L’homme sobre desserra les poings, mais son intention meurtrière ne faiblit pas. Il lui fallut quelques minutes de plus pour se ressaisir avant de retourner à ses devoirs sacrés.
« Tout va bien, Votre Majesté ? » demanda nerveusement la jeune femme qui s’apprêtait à s’unir à son empereur. Elle avait entendu des histoires sur ceux qui avaient déplu à leur monarque et n’avait aucune envie de le découvrir par elle-même.
Le jeune homme se tourna vers elle et sourit. Sans un mot, il lui saisit les hanches et l’attira à lui. Très vite, elle se retrouva dans le même état que les autres femmes.
Le jeune homme s’allongea dans le lit avec un immense sourire une fois terminé, mais ce n’était pas à cause de ces belles femmes. Ses pensées étaient emplies de la tempête qu’il avait vue et du jeune garçon en son cœur.
Cependant, malgré tout l’intérêt que ces quatre mages d’une puissance immense portaient à Leon et à la tempête qui l’avait entouré, aucun ne fit de plan pour enquêter sur cette affaire.

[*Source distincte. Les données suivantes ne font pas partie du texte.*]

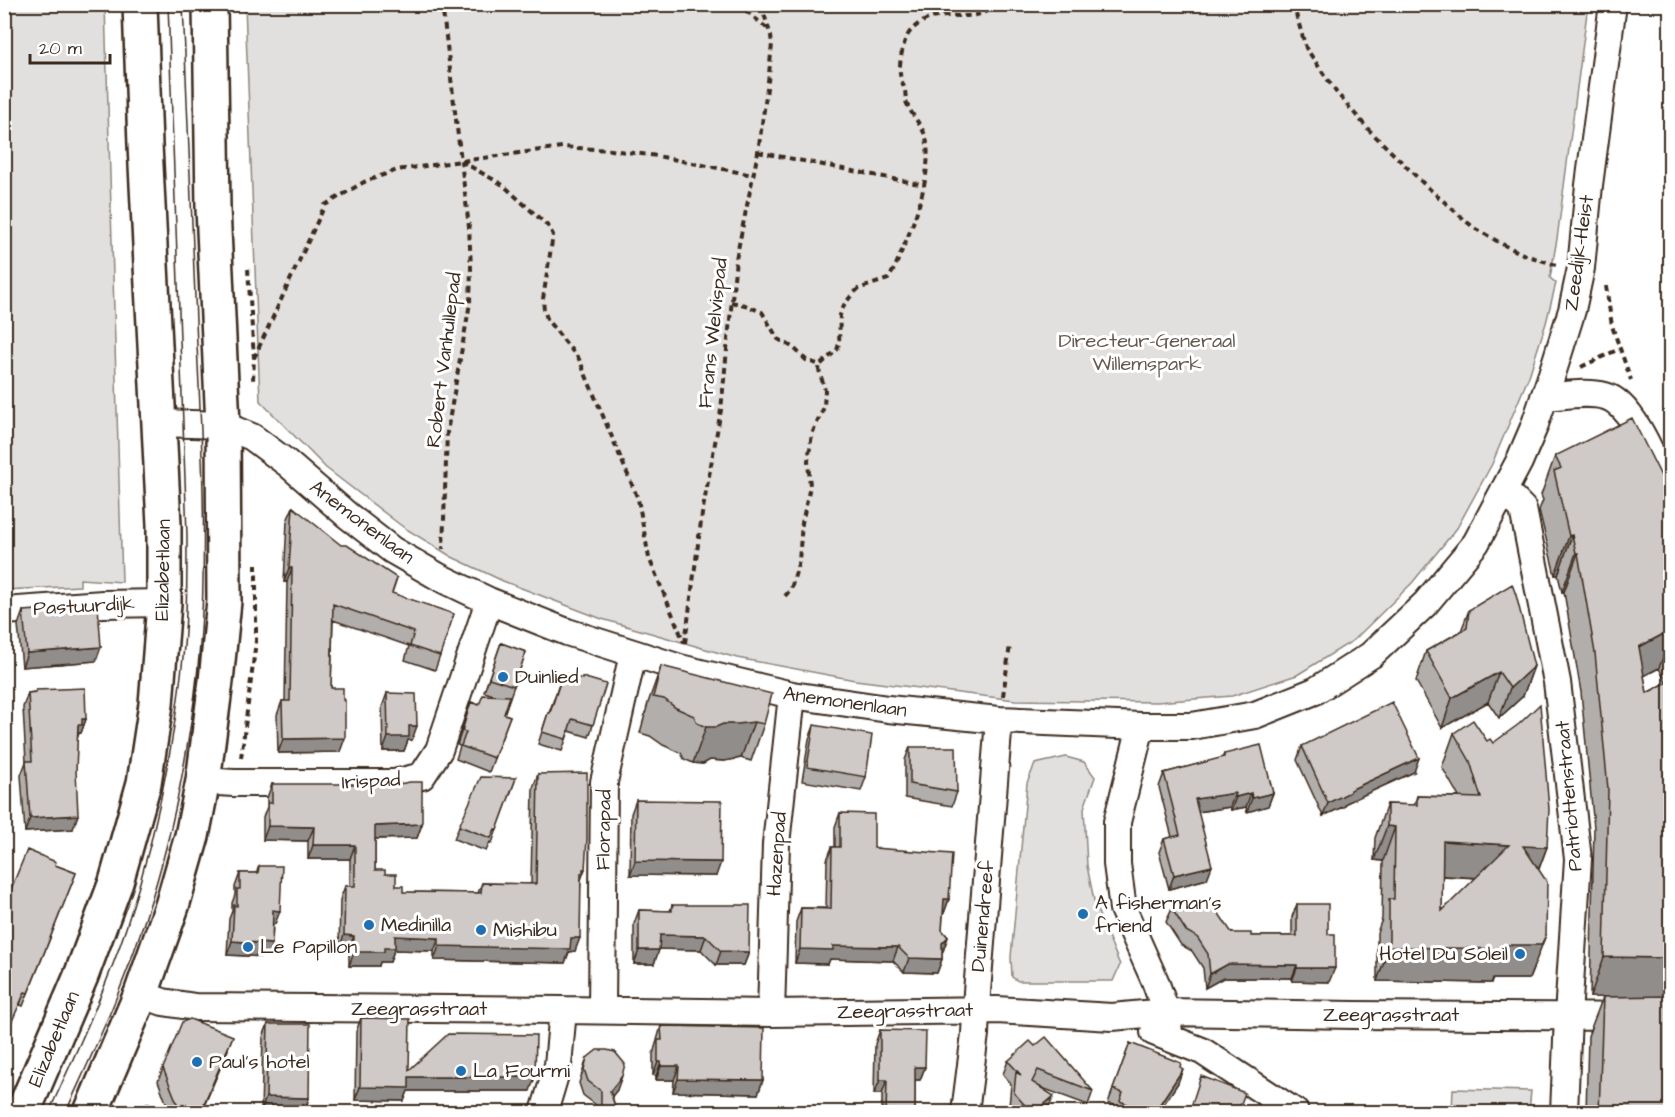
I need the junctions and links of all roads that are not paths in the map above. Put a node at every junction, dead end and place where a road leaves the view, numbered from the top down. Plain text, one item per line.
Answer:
1 (140, 4) edge
2 (210, 4) edge
3 (1613, 4) edge
4 (1548, 386) junction
5 (159, 423) junction
6 (224, 425) junction
7 (1504, 490) junction
8 (1671, 496) edge
9 (489, 600) junction
10 (164, 603) junction
11 (4, 611) edge
12 (633, 654) junction
13 (792, 695) junction
14 (999, 720) junction
15 (1140, 726) junction
16 (203, 781) junction
17 (141, 994) junction
18 (563, 1010) junction
19 (602, 1010) junction
20 (976, 1010) junction
21 (1166, 1012) junction
22 (771, 1013) junction
23 (1112, 1017) junction
24 (1568, 1017) junction
25 (1671, 1017) edge
26 (1170, 1038) junction
27 (1279, 1108) edge
28 (23, 1113) edge
29 (91, 1113) edge
30 (544, 1113) edge
31 (965, 1113) edge
32 (1564, 1113) edge

1 - 5 main road, Elizabetlaan
2 - 6 main road
3 - 4 street, Zeedijk-Heist
4 - 7 street, Zeedijk-Heist
4 - 8 street
5 - 6 street, Anemonenlaan
5 - 10 main road, Elizabetlaan
6 - 9 street, Anemonenlaan
6 - 16 main road
7 - 15 street, Anemonenlaan
7 - 24 street, Patriottenstraat
9 - 12 street, Anemonenlaan
9 - 16 street, Irispad
10 - 11 street, Pastuurdijk
10 - 28 main road, Elizabetlaan
12 - 13 street, Anemonenlaan
12 - 19 street, Florapad
13 - 14 street, Anemonenlaan
13 - 22 street, Hazenpad
14 - 15 street, Anemonenlaan
14 - 20 street, Duinendreef
15 - 21 street
16 - 17 main road
17 - 18 street, Zeegrasstraat
17 - 29 main road
18 - 19 street, Zeegrasstraat
18 - 30 street
19 - 22 street, Zeegrasstraat
20 - 22 street, Zeegrasstraat
20 - 23 street, Zeegrasstraat
20 - 31 street, Duinendreef
21 - 23 street, Zeegrasstraat
21 - 24 street, Zeegrasstraat
21 - 26 street
23 - 26 street
24 - 25 street, Zeegrasstraat
24 - 32 street, Patriottenstraat
26 - 27 street

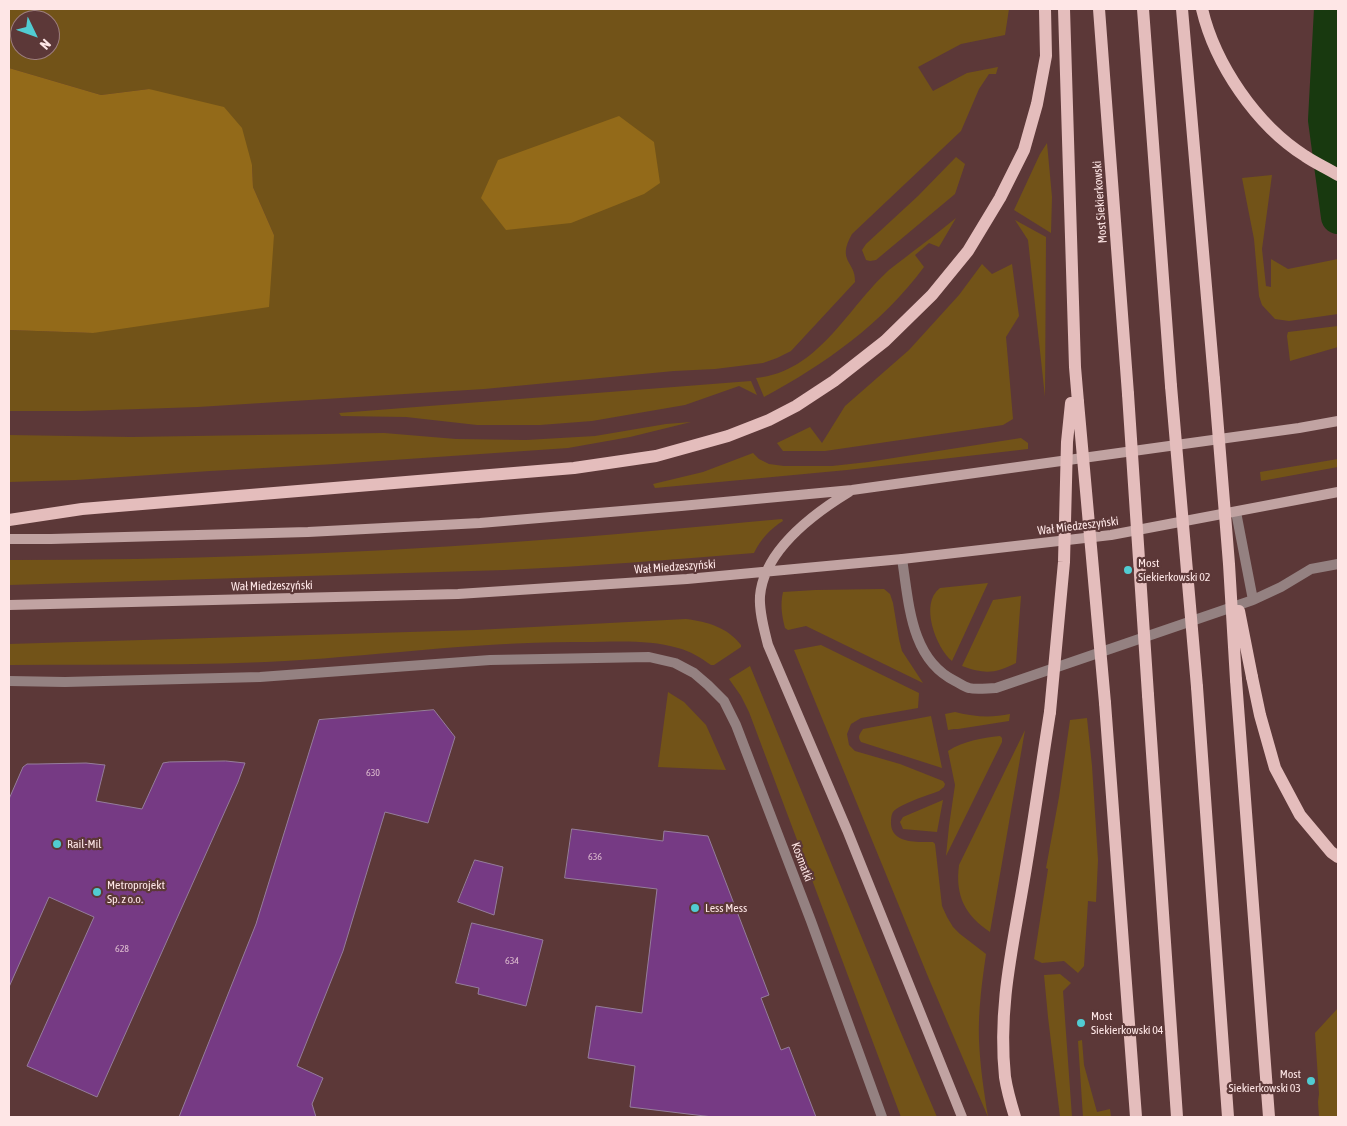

Malgré son ton relativement passif, l’homme qui leur avait parlé directement dans l’esprit avait clairement indiqué que leur intervention était inutile. Tous savaient très bien qui était cet homme, et aucun n’était prêt à le défier.
—
Il y avait une île au centre de la mer autour de laquelle ces quatre empires s’étaient bâtis. Sur cette île se dressait une immense tour de pierre cylindrique, haute de plus de deux milles et large d’au moins un demi-mille.
Le sommet de cette tour était plat et lisse comme un miroir. Aucune entrée n’était visible, et elle était en permanence entourée de nuages blancs et cotonneux. Si un mortel s’était retrouvé au sommet de la tour, il n’aurait rien pu voir.
En vérité, deux personnes s’y trouvaient, bien qu’aucune ne fût mortelle. C’étaient des mages d’une puissance incroyable. Le maître était assis au bord même, contemplant le nord. C’était lui qui avait communiqué avec les dieux des quatre empires. L’apprenti se tenait à une distance respectueuse, attendant que son maître parle.
« Hmmm. »
Un sourire apparut sur le visage du maître.
« Je croyais ce lignage disparu de ce plan. Les choses seraient probablement mieux ainsi. »
« Le Maître souhaite que cet apprentis se rende là-bas pour l’éteindre définitivement ? »
« Non. Ce n’est qu’un garçon, et celui qui l’accompagne ne représente aucune menace. Je continuerai à surveiller, et si le besoin s’en fait sentir, je m’en occuperai personnellement. »
Après ces mots, les deux disparurent aussitôt, retournant à l’intérieur de la tour de pierre.